THE PROBLEM >> Read the records below and report each line in which "lane" occurs.
-------- TASK MATERIAL --------
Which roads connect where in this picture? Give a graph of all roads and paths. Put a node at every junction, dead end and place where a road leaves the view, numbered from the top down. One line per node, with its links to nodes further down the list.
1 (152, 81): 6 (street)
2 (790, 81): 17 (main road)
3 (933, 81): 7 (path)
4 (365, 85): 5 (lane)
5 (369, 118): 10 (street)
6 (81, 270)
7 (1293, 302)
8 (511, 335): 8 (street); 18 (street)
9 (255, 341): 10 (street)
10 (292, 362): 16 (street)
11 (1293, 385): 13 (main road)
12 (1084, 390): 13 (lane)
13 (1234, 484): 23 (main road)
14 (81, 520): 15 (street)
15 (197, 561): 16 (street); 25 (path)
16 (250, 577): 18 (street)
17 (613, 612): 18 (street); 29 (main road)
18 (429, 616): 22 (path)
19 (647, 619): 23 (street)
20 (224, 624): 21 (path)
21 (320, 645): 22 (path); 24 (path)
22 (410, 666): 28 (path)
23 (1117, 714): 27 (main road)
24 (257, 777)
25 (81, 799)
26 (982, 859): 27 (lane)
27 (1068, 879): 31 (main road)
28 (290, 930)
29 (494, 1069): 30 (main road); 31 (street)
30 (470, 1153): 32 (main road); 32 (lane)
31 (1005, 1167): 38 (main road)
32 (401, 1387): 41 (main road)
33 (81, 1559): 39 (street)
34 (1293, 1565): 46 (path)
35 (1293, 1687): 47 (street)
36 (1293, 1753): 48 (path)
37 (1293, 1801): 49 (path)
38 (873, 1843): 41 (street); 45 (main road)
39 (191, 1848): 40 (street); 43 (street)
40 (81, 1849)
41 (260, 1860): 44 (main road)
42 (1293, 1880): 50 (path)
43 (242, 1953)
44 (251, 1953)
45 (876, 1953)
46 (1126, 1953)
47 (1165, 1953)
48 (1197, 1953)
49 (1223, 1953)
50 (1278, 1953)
--------
ANSWER TO THIS PROBLEM >>
4 (365, 85): 5 (lane)
12 (1084, 390): 13 (lane)
26 (982, 859): 27 (lane)
30 (470, 1153): 32 (main road); 32 (lane)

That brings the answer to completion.